Asynchronously retrieves a list of MemoryNode objects that best match the query, respecting a filter dictionary, with the result size capped at top_k.

Parameters:

query (str) – The text to search for in memory nodes.
top_k (int) – Maximum number of nodes to return.
filter_dict (Dict[str, List[str]]) – Filters to apply on memory nodes.

Returns:

A list of up to top_k MemoryNode objects matching the criteria.

Return type:

List[MemoryNode]

batch_insert(nodes: List[MemoryNode])[source]

batch_update(nodes: List[MemoryNode], update_embedding: bool = True)[source]

batch_delete(nodes: List[MemoryNode])[source]

insert(node: MemoryNode)[source]

delete(node: MemoryNode)[source]

update(node: MemoryNode, update_embedding: bool = True)[source]

close()[source]: Closes the Elasticsearch store, releasing any resources associated with it.

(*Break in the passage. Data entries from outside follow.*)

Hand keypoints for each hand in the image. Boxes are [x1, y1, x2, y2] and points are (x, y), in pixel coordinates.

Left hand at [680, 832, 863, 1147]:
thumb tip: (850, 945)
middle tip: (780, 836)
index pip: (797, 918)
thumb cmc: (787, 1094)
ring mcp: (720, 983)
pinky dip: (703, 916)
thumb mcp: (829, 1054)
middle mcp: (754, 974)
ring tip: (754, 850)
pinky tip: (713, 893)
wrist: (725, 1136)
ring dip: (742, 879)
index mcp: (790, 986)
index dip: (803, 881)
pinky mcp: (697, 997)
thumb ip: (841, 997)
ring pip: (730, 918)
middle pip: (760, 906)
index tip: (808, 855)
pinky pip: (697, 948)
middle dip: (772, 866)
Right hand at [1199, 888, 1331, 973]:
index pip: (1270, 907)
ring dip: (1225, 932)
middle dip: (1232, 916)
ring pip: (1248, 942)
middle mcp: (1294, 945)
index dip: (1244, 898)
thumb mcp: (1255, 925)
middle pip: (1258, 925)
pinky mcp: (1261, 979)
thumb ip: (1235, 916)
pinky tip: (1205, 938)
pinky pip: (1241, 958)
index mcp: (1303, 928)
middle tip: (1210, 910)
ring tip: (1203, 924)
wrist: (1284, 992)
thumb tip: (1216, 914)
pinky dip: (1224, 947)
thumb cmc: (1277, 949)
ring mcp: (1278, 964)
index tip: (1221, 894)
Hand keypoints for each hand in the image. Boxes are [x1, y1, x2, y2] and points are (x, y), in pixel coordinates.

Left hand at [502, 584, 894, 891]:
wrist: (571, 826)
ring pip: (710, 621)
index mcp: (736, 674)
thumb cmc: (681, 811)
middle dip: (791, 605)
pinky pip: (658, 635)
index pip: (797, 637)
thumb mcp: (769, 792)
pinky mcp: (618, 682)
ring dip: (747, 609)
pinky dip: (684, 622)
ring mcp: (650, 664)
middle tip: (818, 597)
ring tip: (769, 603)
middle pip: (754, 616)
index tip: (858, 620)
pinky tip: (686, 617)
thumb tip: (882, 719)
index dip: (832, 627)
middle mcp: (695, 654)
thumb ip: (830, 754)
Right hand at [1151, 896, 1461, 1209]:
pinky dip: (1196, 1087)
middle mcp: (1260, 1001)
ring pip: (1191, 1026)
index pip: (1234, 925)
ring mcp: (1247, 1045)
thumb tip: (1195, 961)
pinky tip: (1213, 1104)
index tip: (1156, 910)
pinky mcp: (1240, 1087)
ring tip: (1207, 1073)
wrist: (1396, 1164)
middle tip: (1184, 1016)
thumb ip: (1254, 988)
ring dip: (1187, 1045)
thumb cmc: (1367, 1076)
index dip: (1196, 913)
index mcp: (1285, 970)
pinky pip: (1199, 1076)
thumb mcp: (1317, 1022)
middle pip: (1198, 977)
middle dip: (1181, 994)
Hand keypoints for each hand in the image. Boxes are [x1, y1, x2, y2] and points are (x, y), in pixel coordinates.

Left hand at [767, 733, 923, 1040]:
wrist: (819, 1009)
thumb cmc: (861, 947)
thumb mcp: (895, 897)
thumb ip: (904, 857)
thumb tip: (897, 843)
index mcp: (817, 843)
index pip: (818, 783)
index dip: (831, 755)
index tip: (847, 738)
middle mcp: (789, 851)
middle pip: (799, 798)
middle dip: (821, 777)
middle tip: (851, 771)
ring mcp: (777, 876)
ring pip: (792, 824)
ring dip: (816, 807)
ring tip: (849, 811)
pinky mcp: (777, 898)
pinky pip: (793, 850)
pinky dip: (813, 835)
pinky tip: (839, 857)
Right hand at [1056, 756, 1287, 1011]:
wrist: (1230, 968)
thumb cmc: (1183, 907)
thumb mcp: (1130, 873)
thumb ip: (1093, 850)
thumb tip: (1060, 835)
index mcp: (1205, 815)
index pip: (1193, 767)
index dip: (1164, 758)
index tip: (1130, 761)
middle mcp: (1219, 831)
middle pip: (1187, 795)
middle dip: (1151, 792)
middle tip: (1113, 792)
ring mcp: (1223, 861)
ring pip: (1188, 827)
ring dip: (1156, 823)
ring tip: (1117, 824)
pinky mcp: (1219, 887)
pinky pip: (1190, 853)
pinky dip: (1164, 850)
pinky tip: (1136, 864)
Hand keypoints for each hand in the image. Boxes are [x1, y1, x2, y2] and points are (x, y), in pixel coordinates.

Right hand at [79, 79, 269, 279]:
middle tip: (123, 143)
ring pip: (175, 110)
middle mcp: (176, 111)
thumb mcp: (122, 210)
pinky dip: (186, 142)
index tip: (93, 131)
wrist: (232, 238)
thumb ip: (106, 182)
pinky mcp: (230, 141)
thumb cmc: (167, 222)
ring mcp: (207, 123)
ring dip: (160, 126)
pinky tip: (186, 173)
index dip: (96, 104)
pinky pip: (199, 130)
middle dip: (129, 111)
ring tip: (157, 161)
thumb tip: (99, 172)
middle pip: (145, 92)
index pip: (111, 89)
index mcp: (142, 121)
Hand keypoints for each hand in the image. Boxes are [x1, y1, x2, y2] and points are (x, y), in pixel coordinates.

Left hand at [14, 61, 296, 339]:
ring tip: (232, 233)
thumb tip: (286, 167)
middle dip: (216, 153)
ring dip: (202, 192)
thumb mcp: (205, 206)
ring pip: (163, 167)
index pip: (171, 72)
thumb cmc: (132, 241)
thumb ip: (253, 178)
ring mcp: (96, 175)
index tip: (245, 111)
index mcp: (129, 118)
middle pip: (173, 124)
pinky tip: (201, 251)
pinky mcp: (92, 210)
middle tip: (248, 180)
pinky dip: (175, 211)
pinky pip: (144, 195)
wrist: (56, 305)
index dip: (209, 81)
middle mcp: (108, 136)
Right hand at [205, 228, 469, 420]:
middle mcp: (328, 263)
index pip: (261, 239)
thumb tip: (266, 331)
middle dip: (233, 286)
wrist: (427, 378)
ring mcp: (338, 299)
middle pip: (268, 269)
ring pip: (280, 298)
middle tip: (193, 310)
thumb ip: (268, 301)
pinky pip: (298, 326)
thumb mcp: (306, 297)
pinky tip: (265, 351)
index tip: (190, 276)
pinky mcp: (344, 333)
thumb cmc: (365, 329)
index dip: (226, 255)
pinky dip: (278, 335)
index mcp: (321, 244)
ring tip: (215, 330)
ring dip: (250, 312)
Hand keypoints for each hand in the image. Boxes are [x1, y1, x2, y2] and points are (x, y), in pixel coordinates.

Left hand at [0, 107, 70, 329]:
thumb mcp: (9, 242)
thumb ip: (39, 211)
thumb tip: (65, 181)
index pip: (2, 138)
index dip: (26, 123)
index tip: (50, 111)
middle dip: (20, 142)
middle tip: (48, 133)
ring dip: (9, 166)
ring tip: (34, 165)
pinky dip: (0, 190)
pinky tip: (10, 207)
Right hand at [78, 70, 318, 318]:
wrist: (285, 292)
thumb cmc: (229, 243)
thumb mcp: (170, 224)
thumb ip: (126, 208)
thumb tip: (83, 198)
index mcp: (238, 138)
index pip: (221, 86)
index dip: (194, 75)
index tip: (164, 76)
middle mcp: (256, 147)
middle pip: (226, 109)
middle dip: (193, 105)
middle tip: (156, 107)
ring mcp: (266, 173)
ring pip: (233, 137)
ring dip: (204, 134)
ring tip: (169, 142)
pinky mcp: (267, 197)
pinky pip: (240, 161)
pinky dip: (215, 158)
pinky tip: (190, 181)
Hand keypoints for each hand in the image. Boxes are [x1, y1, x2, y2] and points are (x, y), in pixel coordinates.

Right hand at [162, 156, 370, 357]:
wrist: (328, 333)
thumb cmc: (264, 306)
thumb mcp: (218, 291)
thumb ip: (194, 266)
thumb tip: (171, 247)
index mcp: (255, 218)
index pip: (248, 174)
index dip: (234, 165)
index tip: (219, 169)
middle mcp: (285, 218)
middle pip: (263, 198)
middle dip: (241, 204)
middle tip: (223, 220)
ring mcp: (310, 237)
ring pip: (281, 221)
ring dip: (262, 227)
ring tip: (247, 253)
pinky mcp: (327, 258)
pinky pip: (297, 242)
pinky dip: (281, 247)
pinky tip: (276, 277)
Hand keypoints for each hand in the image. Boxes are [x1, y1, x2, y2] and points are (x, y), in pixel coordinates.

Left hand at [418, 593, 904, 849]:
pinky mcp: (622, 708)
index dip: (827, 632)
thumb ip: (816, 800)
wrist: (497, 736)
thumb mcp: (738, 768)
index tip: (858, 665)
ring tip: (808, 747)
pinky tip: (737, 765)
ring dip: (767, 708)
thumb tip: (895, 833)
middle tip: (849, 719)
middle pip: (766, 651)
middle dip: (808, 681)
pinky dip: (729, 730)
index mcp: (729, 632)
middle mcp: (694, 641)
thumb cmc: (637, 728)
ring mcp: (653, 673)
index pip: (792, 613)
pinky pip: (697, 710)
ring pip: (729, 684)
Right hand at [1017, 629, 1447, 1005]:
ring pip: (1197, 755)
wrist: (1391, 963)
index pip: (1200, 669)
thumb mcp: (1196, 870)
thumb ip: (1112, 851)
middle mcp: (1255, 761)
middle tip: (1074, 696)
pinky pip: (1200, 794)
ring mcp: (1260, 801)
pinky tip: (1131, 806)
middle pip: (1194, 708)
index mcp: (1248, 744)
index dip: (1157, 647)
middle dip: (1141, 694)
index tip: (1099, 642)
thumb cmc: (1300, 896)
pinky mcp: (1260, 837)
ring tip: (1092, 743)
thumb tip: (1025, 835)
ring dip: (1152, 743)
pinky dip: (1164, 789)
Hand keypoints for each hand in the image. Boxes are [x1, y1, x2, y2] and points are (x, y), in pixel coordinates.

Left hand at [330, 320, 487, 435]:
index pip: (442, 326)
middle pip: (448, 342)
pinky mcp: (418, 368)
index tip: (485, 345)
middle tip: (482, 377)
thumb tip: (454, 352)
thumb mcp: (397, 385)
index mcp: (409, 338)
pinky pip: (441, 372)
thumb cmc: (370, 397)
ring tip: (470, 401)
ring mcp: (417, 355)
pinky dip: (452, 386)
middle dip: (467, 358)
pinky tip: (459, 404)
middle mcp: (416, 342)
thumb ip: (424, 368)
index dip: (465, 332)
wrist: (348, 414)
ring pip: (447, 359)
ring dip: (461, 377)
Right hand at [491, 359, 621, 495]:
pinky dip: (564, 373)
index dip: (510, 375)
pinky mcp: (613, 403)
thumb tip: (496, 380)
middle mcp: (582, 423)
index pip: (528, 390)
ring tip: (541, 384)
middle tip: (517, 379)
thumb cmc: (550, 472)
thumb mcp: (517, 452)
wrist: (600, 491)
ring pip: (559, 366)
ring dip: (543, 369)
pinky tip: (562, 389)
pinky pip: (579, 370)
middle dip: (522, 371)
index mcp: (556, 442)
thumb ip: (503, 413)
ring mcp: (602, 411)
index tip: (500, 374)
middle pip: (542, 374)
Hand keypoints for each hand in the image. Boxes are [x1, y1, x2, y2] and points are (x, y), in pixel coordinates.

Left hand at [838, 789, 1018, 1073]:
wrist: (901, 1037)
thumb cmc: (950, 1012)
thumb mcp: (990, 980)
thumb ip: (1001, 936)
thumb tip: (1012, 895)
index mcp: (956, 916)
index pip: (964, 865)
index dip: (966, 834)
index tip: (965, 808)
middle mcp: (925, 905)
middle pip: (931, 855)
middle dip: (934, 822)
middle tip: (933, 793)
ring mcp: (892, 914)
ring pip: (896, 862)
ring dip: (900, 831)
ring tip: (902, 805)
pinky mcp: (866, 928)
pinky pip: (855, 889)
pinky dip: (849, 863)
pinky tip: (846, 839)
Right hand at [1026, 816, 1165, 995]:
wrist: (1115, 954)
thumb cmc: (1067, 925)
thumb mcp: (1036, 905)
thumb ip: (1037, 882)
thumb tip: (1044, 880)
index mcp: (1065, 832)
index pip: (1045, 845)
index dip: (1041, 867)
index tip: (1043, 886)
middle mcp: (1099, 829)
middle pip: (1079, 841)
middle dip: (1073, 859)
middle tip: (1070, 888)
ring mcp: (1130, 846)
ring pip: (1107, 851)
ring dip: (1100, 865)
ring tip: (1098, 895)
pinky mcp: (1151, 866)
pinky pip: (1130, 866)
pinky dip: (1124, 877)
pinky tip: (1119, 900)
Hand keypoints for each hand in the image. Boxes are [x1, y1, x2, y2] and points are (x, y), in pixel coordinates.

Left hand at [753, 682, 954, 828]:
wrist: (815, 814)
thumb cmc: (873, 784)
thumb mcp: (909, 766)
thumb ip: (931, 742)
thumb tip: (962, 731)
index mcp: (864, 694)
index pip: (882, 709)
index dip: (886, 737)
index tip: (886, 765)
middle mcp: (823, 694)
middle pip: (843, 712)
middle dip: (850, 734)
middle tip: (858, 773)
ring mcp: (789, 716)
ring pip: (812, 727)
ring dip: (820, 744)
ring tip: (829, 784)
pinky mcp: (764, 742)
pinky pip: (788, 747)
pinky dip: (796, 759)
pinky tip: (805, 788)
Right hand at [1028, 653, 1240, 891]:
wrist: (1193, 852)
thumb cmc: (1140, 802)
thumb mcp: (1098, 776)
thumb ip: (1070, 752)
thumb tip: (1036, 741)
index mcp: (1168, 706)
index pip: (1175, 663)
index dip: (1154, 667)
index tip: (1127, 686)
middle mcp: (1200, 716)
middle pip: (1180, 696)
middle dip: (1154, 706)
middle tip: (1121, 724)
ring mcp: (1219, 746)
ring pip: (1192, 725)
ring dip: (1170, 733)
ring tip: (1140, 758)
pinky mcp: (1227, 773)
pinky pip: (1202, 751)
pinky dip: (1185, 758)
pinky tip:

dummy_query_vector()[source]

class memoryscope.core.storage.ESCombinedRetrieveStrategy(*, distance: DistanceMetric = DistanceMetric.COSINE, model_id: str | None = None, retrieve_mode: str = 'dense', rrf: bool | Dict[str, Any] = True, text_field: str | None = 'text_field', hybrid_alpha: float | None = None)[source]

Bases: AsyncDenseVectorStrategy

__init__(*, distance: DistanceMetric = DistanceMetric.COSINE, model_id: str | None = None, retrieve_mode: str = 'dense', rrf: bool | Dict[str, Any] = True, text_field: str | None = 'text_field', hybrid_alpha: float | None = None)[source]

es_query(*, query: str | None, query_vector: List[float] | None, text_field: str, vector_field: str, k: int, num_candidates: int, filter: List[Dict[str, Any]] | None = None) → Dict[str, Any][source]

Returns the Elasticsearch query body for the given parameters. The store will execute the query.

Parameters:

query – The text query. Can be None if query_vector is given.
k – The total number of results to retrieve.
num_candidates – The number of results to fetch initially in knn search.
filter – List of filter clauses to apply to the query.
query_vector – The query vector. Can be None if a query string is given.

Returns:

The Elasticsearch query body.

before_index_creation(*, client: AsyncElasticsearch, text_field: str, vector_field: str) → None[source]

Executes before the index is created. Used for setting up any required Elasticsearch resources like a pipeline. Defaults to a no-op.

Parameters:

client – The Elasticsearch client.
text_field – The field containing the text data in the index.
vector_field – The field containing the vector representations in the index.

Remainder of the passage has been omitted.